WHAT THE TASK ASKS → Please find how many lines of the data contain the string "Include", and respond with that number only.

THE DATA →
· · ·
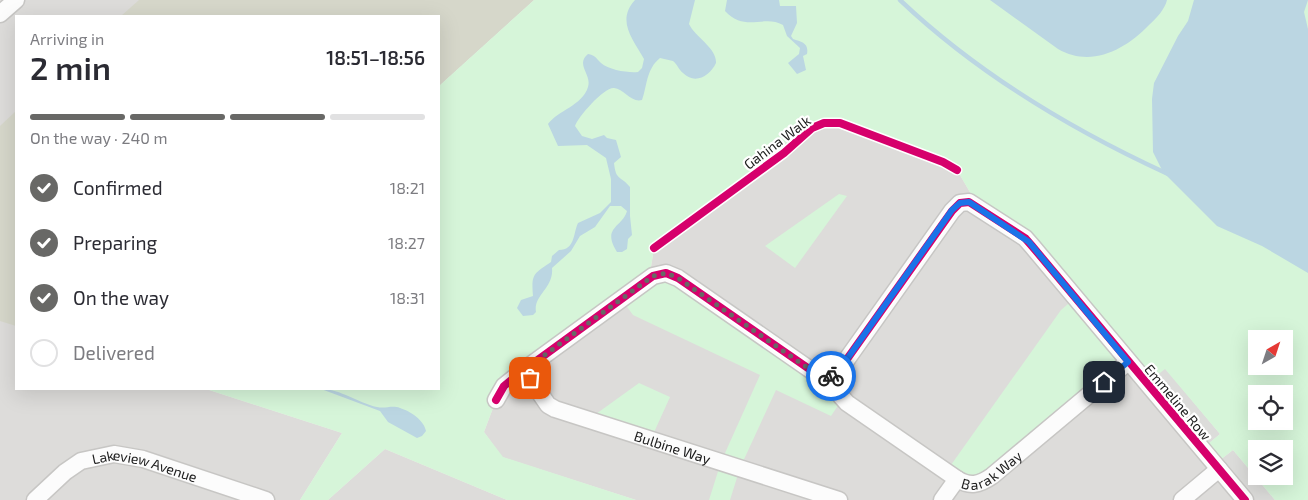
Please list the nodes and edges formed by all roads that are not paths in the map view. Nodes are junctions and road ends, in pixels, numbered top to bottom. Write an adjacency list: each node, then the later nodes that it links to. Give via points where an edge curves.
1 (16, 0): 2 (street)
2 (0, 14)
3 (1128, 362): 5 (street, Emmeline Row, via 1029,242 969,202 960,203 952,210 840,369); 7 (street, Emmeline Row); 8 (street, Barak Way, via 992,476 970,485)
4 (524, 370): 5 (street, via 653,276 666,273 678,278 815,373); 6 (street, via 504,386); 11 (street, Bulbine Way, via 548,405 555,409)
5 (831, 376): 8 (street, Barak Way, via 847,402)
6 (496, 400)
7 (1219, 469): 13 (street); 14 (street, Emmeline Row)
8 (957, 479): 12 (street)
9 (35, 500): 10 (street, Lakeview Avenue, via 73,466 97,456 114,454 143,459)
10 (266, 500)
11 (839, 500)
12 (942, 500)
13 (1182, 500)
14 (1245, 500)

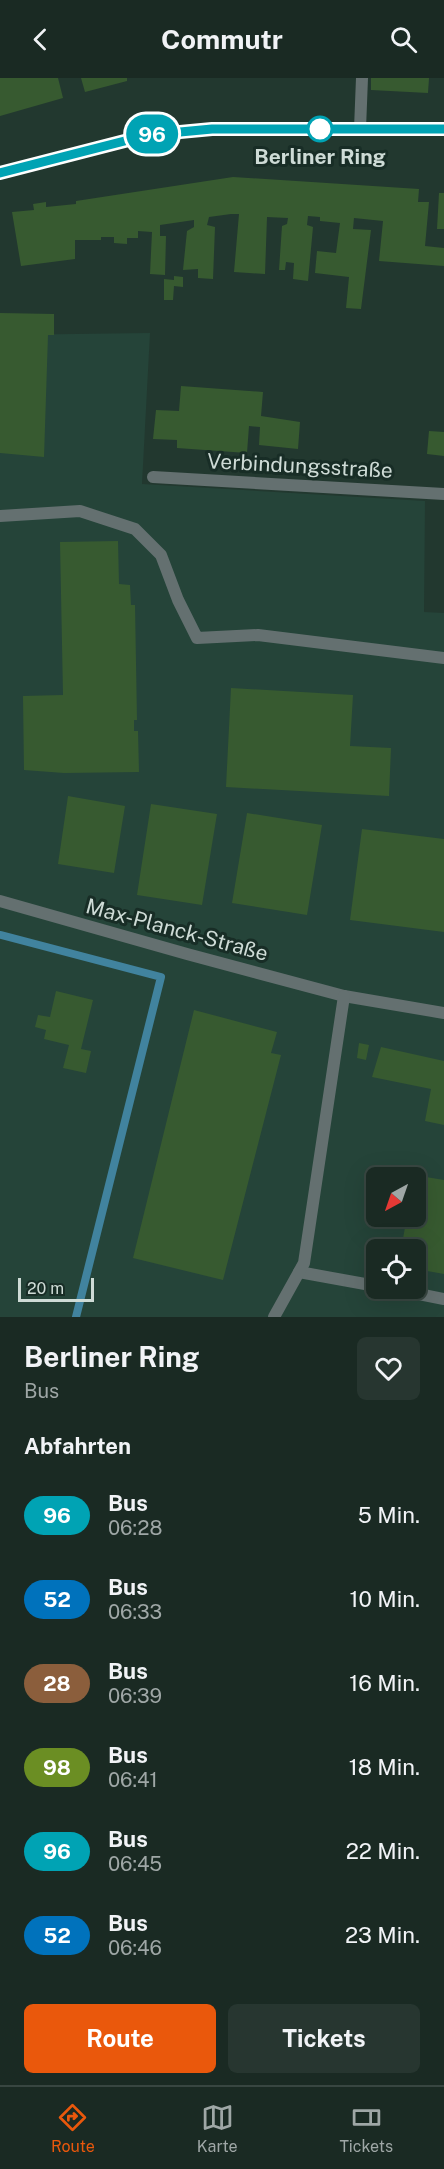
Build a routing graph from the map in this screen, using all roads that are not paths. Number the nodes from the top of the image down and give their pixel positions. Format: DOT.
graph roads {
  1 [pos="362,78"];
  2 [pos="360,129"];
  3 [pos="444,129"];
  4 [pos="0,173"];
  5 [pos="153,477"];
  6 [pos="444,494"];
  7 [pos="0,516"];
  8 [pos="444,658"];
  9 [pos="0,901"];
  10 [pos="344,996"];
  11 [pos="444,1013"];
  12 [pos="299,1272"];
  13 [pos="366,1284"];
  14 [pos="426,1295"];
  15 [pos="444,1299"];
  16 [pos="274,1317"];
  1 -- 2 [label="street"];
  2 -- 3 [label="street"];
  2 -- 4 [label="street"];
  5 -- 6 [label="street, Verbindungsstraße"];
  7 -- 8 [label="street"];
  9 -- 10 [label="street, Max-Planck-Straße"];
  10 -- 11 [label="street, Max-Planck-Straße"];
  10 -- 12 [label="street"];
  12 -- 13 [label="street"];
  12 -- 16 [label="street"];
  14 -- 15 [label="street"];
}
· · ·
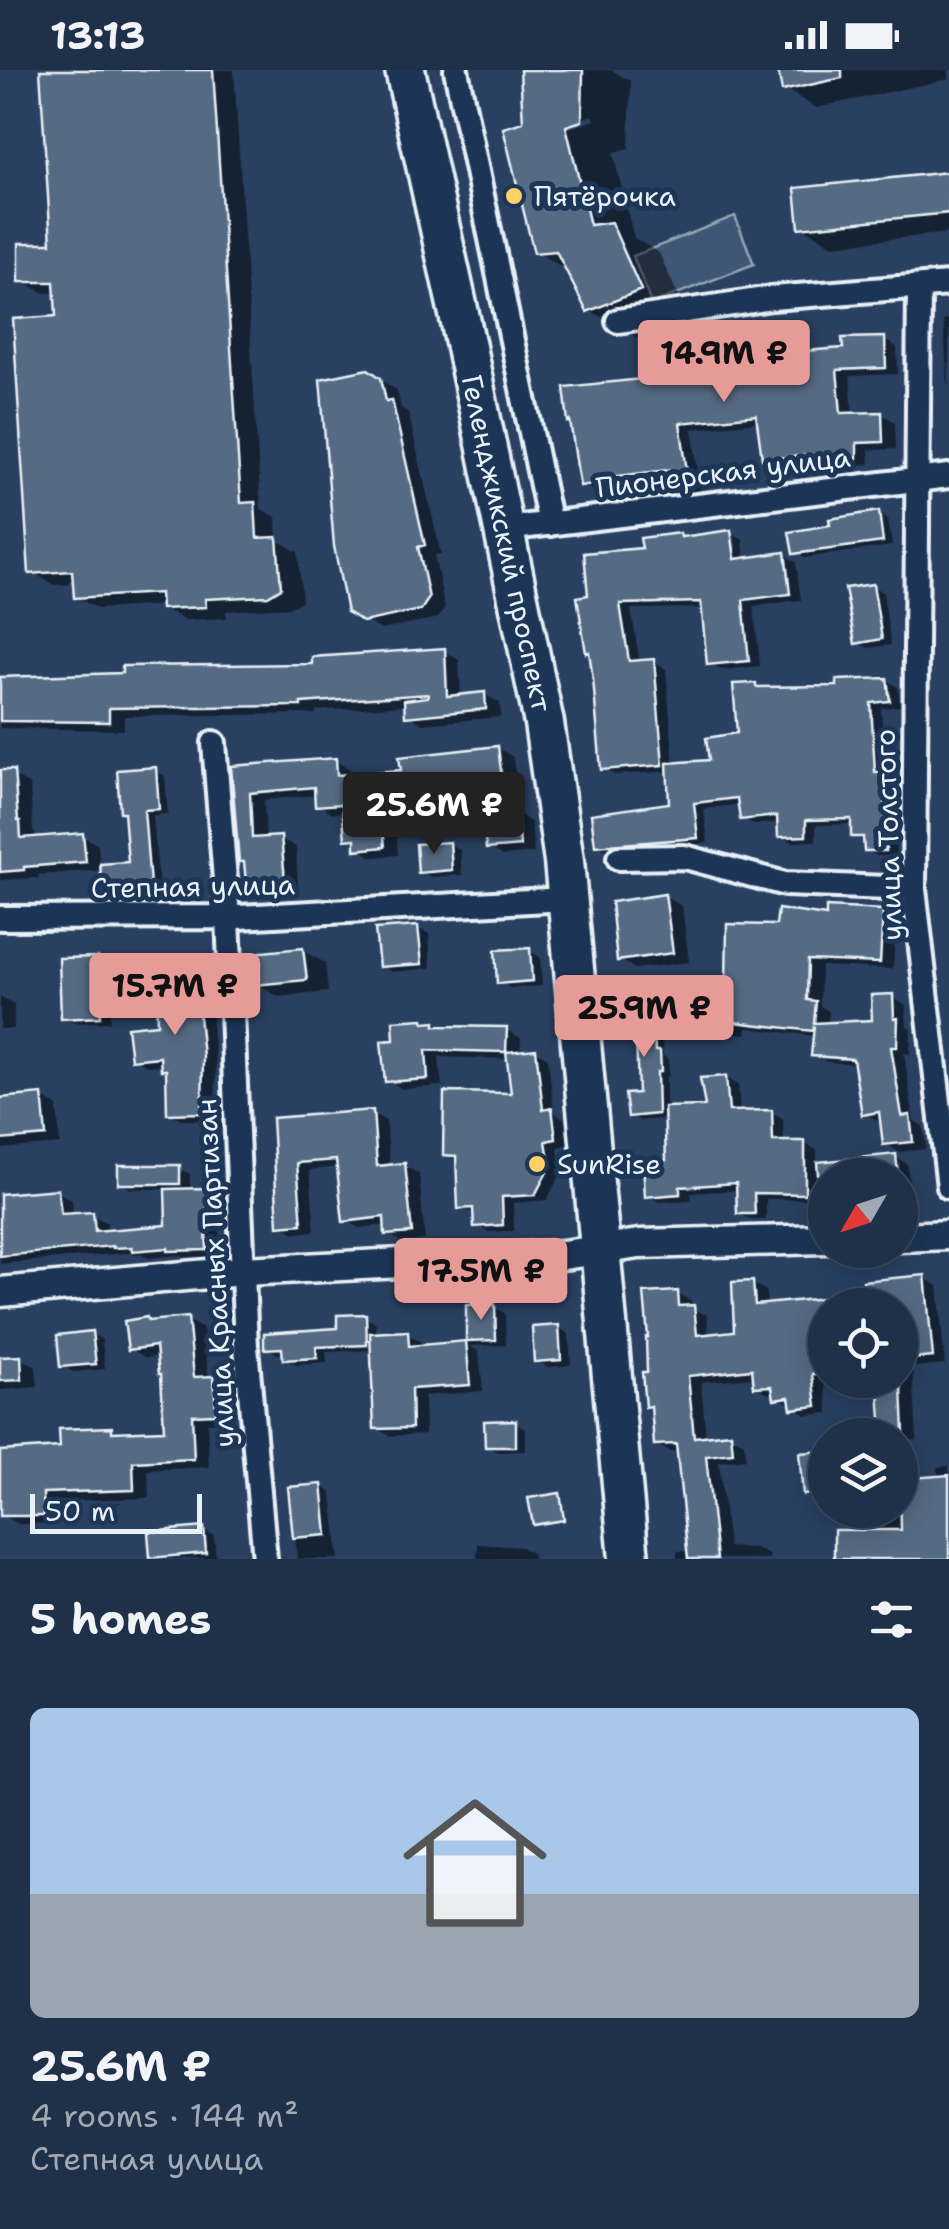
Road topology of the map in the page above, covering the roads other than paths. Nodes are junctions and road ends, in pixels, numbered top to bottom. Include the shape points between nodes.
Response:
· · ·
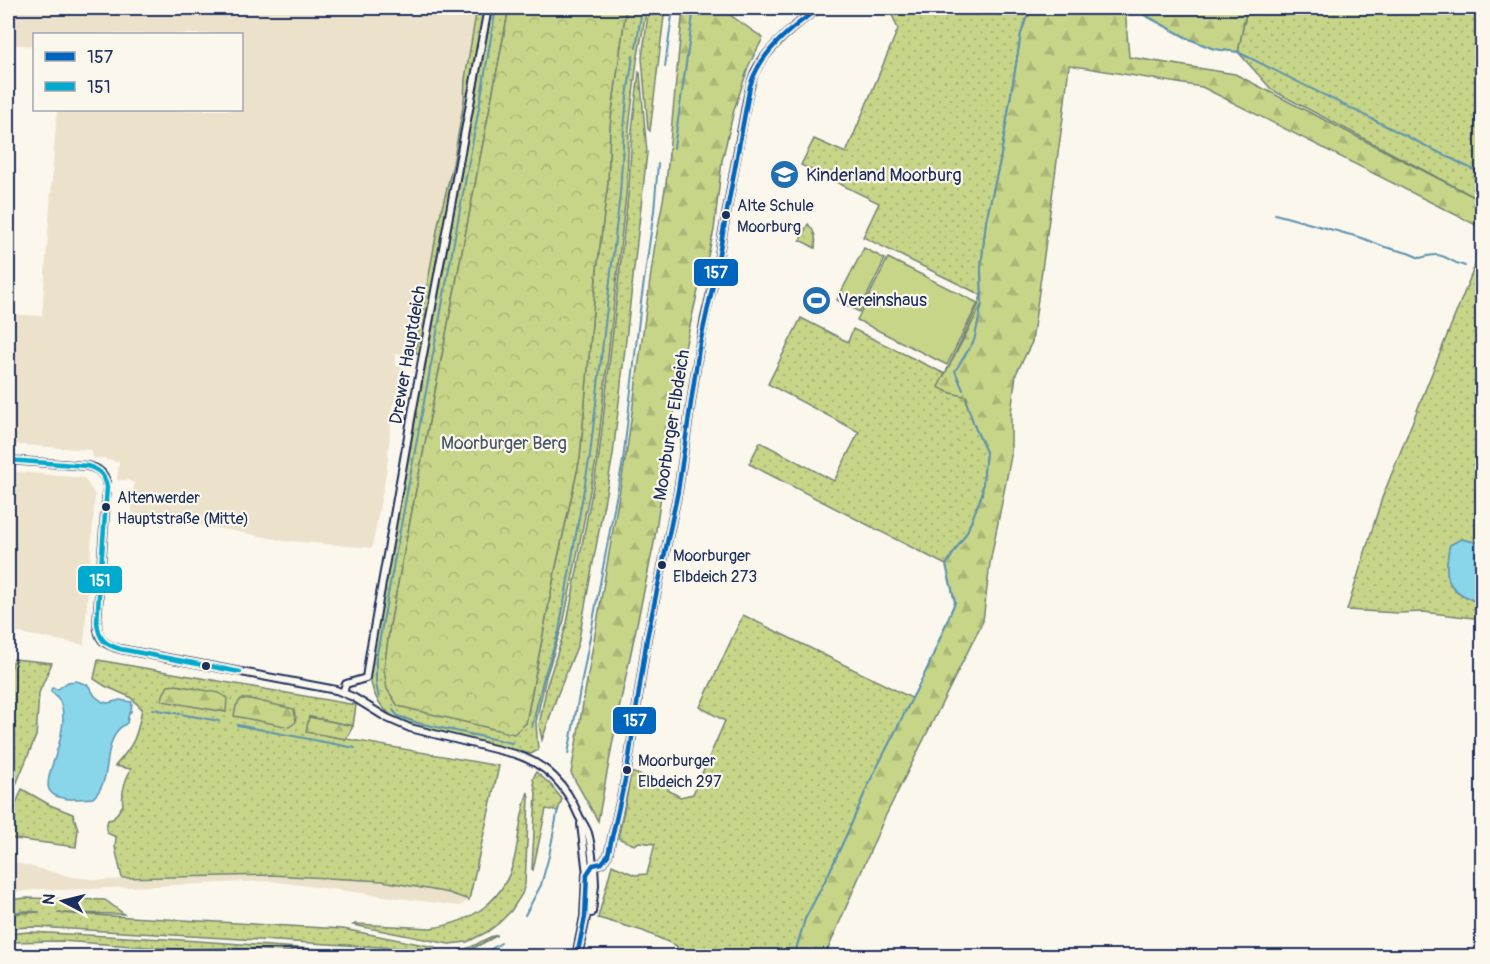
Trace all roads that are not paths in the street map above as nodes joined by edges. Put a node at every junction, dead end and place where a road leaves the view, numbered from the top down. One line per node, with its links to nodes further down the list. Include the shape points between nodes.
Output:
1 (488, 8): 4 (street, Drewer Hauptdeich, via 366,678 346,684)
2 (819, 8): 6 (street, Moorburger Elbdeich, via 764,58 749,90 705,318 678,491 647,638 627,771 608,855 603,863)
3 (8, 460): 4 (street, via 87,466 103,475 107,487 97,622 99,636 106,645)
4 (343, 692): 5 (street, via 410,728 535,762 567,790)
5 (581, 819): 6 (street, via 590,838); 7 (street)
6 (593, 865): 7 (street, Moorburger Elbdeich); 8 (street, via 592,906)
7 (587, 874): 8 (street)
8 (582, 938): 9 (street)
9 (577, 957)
· · ·
RESULT OF THIS EXERCISE → 2